**RECORDED DATA**.
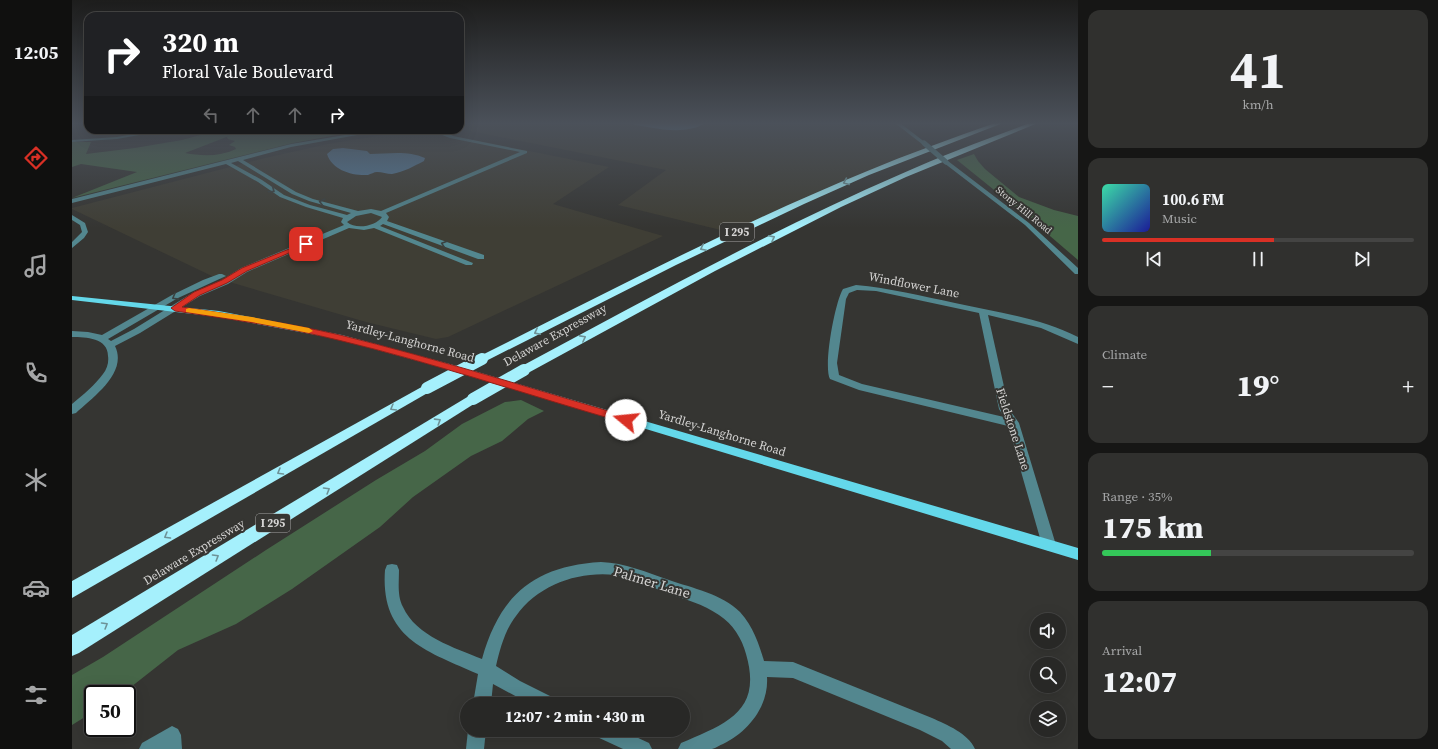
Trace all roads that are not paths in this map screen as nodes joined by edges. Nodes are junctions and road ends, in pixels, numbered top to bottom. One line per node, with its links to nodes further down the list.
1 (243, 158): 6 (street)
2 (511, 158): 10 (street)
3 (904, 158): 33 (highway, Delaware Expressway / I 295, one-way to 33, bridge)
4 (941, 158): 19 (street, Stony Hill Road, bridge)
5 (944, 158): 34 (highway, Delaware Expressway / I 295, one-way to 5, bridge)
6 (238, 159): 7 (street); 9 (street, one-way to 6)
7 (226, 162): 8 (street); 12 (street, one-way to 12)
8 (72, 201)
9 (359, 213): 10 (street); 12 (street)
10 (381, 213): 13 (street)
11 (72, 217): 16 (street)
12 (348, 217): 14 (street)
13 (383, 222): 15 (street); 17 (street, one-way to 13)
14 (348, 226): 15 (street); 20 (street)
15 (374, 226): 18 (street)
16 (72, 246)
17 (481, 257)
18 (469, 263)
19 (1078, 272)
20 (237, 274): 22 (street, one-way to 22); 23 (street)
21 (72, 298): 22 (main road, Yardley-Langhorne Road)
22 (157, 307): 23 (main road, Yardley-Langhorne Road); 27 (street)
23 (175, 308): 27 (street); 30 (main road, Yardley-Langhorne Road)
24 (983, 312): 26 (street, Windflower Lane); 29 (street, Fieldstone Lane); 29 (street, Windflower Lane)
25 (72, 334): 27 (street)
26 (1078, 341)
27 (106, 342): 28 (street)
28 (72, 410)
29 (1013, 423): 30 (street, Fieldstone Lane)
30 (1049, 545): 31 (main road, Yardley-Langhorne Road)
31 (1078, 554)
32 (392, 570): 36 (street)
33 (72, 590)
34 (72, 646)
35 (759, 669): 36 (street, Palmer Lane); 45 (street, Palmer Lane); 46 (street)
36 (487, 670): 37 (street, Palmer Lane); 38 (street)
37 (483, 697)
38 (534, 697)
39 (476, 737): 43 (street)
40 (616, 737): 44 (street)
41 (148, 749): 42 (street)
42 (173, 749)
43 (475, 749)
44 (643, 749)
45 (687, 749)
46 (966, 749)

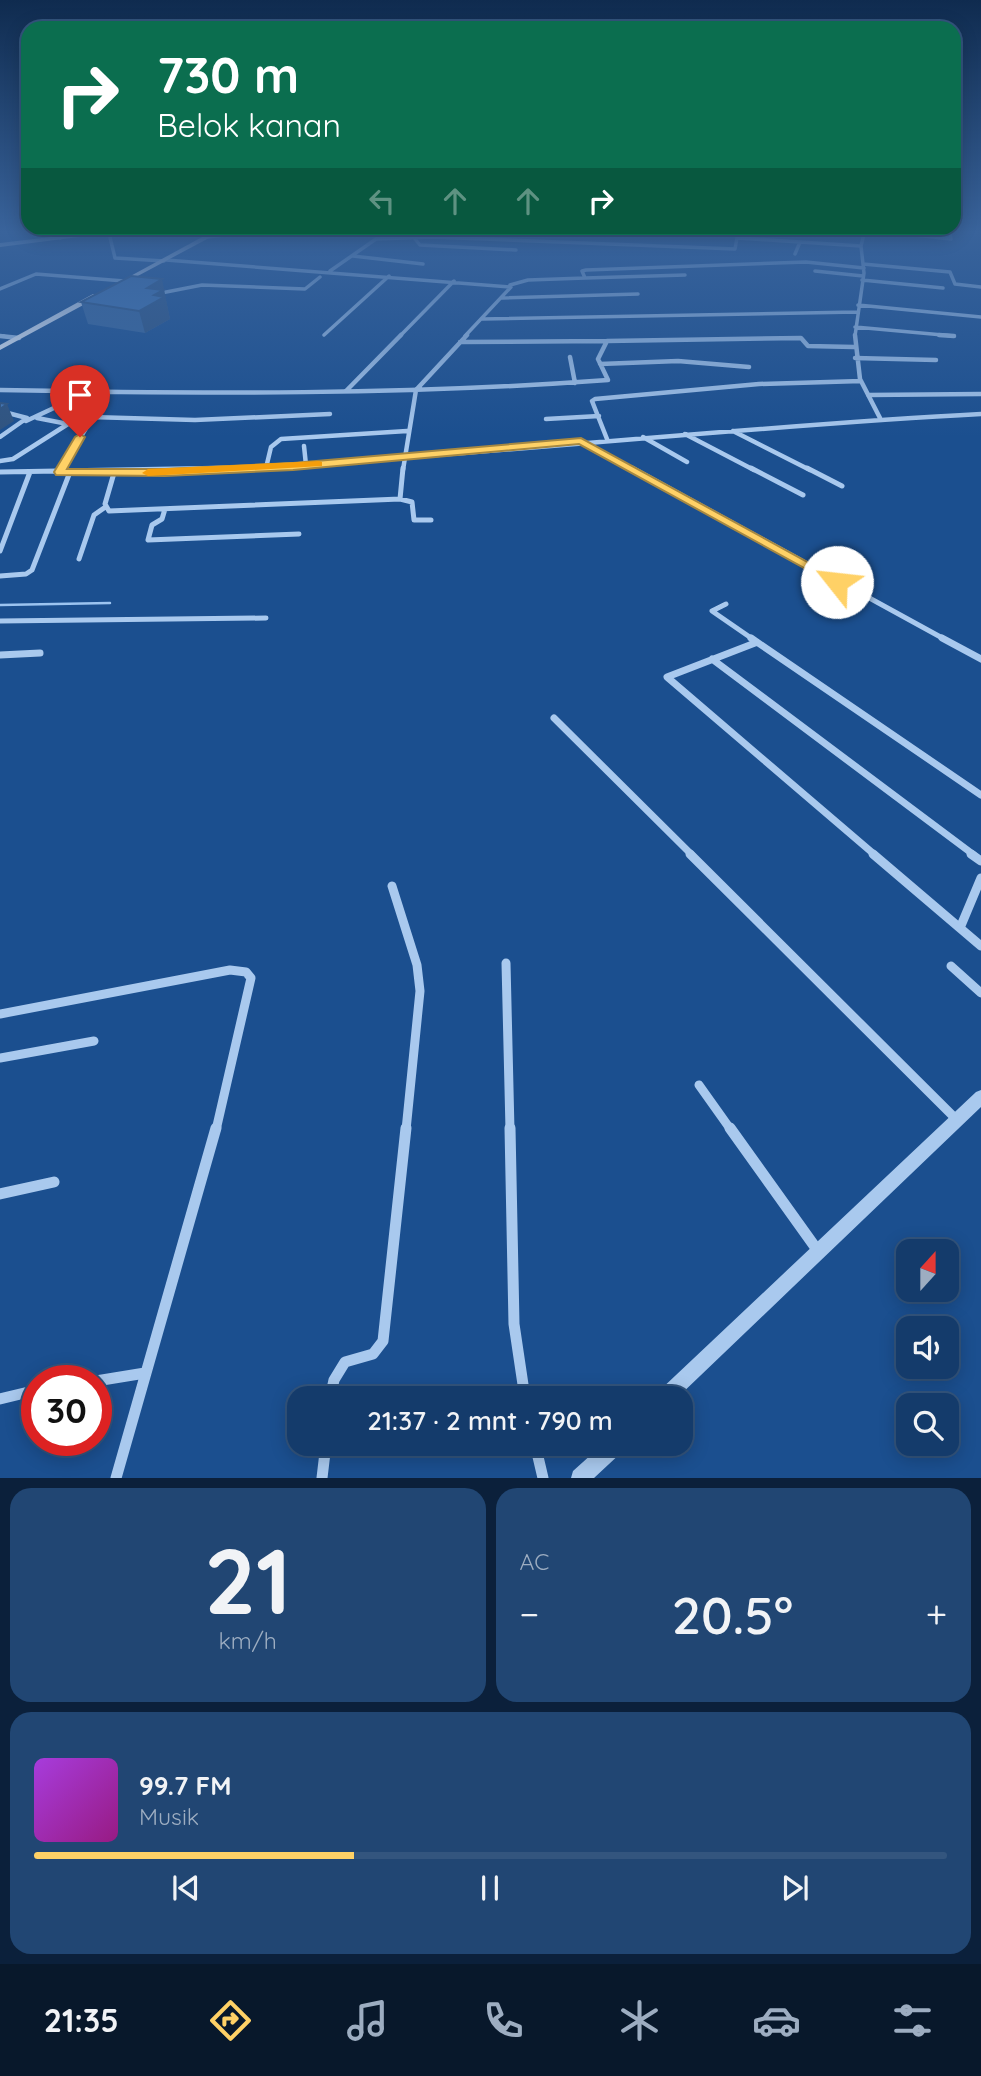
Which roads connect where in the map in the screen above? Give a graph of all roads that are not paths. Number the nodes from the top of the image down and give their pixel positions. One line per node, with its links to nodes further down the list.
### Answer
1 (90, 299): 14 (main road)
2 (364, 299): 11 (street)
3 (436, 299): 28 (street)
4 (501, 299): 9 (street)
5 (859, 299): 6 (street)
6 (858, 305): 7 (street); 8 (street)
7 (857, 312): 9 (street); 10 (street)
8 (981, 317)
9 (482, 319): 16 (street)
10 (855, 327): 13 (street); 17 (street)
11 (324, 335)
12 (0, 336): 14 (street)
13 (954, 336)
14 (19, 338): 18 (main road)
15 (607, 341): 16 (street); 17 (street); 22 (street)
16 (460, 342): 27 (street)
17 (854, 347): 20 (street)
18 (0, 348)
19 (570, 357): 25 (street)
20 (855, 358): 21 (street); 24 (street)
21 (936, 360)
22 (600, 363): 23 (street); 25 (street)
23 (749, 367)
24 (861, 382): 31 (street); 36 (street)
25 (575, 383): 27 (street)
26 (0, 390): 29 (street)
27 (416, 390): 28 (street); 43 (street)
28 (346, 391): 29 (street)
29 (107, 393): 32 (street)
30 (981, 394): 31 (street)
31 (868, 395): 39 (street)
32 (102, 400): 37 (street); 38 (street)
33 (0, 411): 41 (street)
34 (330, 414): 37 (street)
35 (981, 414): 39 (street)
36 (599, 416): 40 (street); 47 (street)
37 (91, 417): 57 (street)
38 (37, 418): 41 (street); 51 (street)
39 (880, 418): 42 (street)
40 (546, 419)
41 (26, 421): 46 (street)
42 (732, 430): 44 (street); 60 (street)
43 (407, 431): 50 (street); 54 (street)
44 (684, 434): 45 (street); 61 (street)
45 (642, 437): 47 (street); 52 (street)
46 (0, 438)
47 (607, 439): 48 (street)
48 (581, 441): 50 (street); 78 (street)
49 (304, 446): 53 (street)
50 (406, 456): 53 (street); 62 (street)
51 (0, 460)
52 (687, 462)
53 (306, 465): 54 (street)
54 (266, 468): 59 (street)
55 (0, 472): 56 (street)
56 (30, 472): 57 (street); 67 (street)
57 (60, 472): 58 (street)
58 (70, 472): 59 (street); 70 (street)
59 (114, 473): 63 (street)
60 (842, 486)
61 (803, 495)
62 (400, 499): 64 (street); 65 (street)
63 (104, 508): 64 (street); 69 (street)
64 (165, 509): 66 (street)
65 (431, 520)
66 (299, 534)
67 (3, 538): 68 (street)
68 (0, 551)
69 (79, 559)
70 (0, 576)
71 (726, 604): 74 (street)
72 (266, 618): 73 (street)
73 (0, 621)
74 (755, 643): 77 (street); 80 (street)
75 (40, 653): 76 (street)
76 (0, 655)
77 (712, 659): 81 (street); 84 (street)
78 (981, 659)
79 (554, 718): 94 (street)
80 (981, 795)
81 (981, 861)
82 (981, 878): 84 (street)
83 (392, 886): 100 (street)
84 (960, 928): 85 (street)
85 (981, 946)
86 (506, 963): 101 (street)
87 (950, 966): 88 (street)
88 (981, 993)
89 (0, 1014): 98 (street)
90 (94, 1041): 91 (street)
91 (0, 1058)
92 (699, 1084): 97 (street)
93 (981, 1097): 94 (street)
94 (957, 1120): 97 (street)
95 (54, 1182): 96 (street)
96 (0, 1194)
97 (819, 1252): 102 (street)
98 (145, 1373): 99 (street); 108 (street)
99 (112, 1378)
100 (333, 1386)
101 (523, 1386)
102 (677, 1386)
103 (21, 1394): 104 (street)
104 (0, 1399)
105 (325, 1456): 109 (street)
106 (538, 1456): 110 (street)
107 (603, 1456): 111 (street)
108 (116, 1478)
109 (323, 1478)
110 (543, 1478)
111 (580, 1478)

**PROBLEM STATEMENT**.
Retype the data exactly as it stands, but keep the images out of your copy.

**TASK RESULT**.
Trace all roads that are not paths in this map screen as nodes joined by edges. Nodes are junctions and road ends, in pixels, numbered top to bottom. One line per node, with its links to nodes further down the list.
1 (243, 158): 6 (street)
2 (511, 158): 10 (street)
3 (904, 158): 33 (highway, Delaware Expressway / I 295, one-way to 33, bridge)
4 (941, 158): 19 (street, Stony Hill Road, bridge)
5 (944, 158): 34 (highway, Delaware Expressway / I 295, one-way to 5, bridge)
6 (238, 159): 7 (street); 9 (street, one-way to 6)
7 (226, 162): 8 (street); 12 (street, one-way to 12)
8 (72, 201)
9 (359, 213): 10 (street); 12 (street)
10 (381, 213): 13 (street)
11 (72, 217): 16 (street)
12 (348, 217): 14 (street)
13 (383, 222): 15 (street); 17 (street, one-way to 13)
14 (348, 226): 15 (street); 20 (street)
15 (374, 226): 18 (street)
16 (72, 246)
17 (481, 257)
18 (469, 263)
19 (1078, 272)
20 (237, 274): 22 (street, one-way to 22); 23 (street)
21 (72, 298): 22 (main road, Yardley-Langhorne Road)
22 (157, 307): 23 (main road, Yardley-Langhorne Road); 27 (street)
23 (175, 308): 27 (street); 30 (main road, Yardley-Langhorne Road)
24 (983, 312): 26 (street, Windflower Lane); 29 (street, Fieldstone Lane); 29 (street, Windflower Lane)
25 (72, 334): 27 (street)
26 (1078, 341)
27 (106, 342): 28 (street)
28 (72, 410)
29 (1013, 423): 30 (street, Fieldstone Lane)
30 (1049, 545): 31 (main road, Yardley-Langhorne Road)
31 (1078, 554)
32 (392, 570): 36 (street)
33 (72, 590)
34 (72, 646)
35 (759, 669): 36 (street, Palmer Lane); 45 (street, Palmer Lane); 46 (street)
36 (487, 670): 37 (street, Palmer Lane); 38 (street)
37 (483, 697)
38 (534, 697)
39 (476, 737): 43 (street)
40 (616, 737): 44 (street)
41 (148, 749): 42 (street)
42 (173, 749)
43 (475, 749)
44 (643, 749)
45 (687, 749)
46 (966, 749)

Which roads connect where in the map in the screen above? Give a graph of all roads that are not paths. Number the nodes from the top of the image down and give their pixel positions. One line per node, with its links to nodes further down the list.
### Answer
1 (90, 299): 14 (main road)
2 (364, 299): 11 (street)
3 (436, 299): 28 (street)
4 (501, 299): 9 (street)
5 (859, 299): 6 (street)
6 (858, 305): 7 (street); 8 (street)
7 (857, 312): 9 (street); 10 (street)
8 (981, 317)
9 (482, 319): 16 (street)
10 (855, 327): 13 (street); 17 (street)
11 (324, 335)
12 (0, 336): 14 (street)
13 (954, 336)
14 (19, 338): 18 (main road)
15 (607, 341): 16 (street); 17 (street); 22 (street)
16 (460, 342): 27 (street)
17 (854, 347): 20 (street)
18 (0, 348)
19 (570, 357): 25 (street)
20 (855, 358): 21 (street); 24 (street)
21 (936, 360)
22 (600, 363): 23 (street); 25 (street)
23 (749, 367)
24 (861, 382): 31 (street); 36 (street)
25 (575, 383): 27 (street)
26 (0, 390): 29 (street)
27 (416, 390): 28 (street); 43 (street)
28 (346, 391): 29 (street)
29 (107, 393): 32 (street)
30 (981, 394): 31 (street)
31 (868, 395): 39 (street)
32 (102, 400): 37 (street); 38 (street)
33 (0, 411): 41 (street)
34 (330, 414): 37 (street)
35 (981, 414): 39 (street)
36 (599, 416): 40 (street); 47 (street)
37 (91, 417): 57 (street)
38 (37, 418): 41 (street); 51 (street)
39 (880, 418): 42 (street)
40 (546, 419)
41 (26, 421): 46 (street)
42 (732, 430): 44 (street); 60 (street)
43 (407, 431): 50 (street); 54 (street)
44 (684, 434): 45 (street); 61 (street)
45 (642, 437): 47 (street); 52 (street)
46 (0, 438)
47 (607, 439): 48 (street)
48 (581, 441): 50 (street); 78 (street)
49 (304, 446): 53 (street)
50 (406, 456): 53 (street); 62 (street)
51 (0, 460)
52 (687, 462)
53 (306, 465): 54 (street)
54 (266, 468): 59 (street)
55 (0, 472): 56 (street)
56 (30, 472): 57 (street); 67 (street)
57 (60, 472): 58 (street)
58 (70, 472): 59 (street); 70 (street)
59 (114, 473): 63 (street)
60 (842, 486)
61 (803, 495)
62 (400, 499): 64 (street); 65 (street)
63 (104, 508): 64 (street); 69 (street)
64 (165, 509): 66 (street)
65 (431, 520)
66 (299, 534)
67 (3, 538): 68 (street)
68 (0, 551)
69 (79, 559)
70 (0, 576)
71 (726, 604): 74 (street)
72 (266, 618): 73 (street)
73 (0, 621)
74 (755, 643): 77 (street); 80 (street)
75 (40, 653): 76 (street)
76 (0, 655)
77 (712, 659): 81 (street); 84 (street)
78 (981, 659)
79 (554, 718): 94 (street)
80 (981, 795)
81 (981, 861)
82 (981, 878): 84 (street)
83 (392, 886): 100 (street)
84 (960, 928): 85 (street)
85 (981, 946)
86 (506, 963): 101 (street)
87 (950, 966): 88 (street)
88 (981, 993)
89 (0, 1014): 98 (street)
90 (94, 1041): 91 (street)
91 (0, 1058)
92 (699, 1084): 97 (street)
93 (981, 1097): 94 (street)
94 (957, 1120): 97 (street)
95 (54, 1182): 96 (street)
96 (0, 1194)
97 (819, 1252): 102 (street)
98 (145, 1373): 99 (street); 108 (street)
99 (112, 1378)
100 (333, 1386)
101 (523, 1386)
102 (677, 1386)
103 (21, 1394): 104 (street)
104 (0, 1399)
105 (325, 1456): 109 (street)
106 (538, 1456): 110 (street)
107 (603, 1456): 111 (street)
108 (116, 1478)
109 (323, 1478)
110 (543, 1478)
111 (580, 1478)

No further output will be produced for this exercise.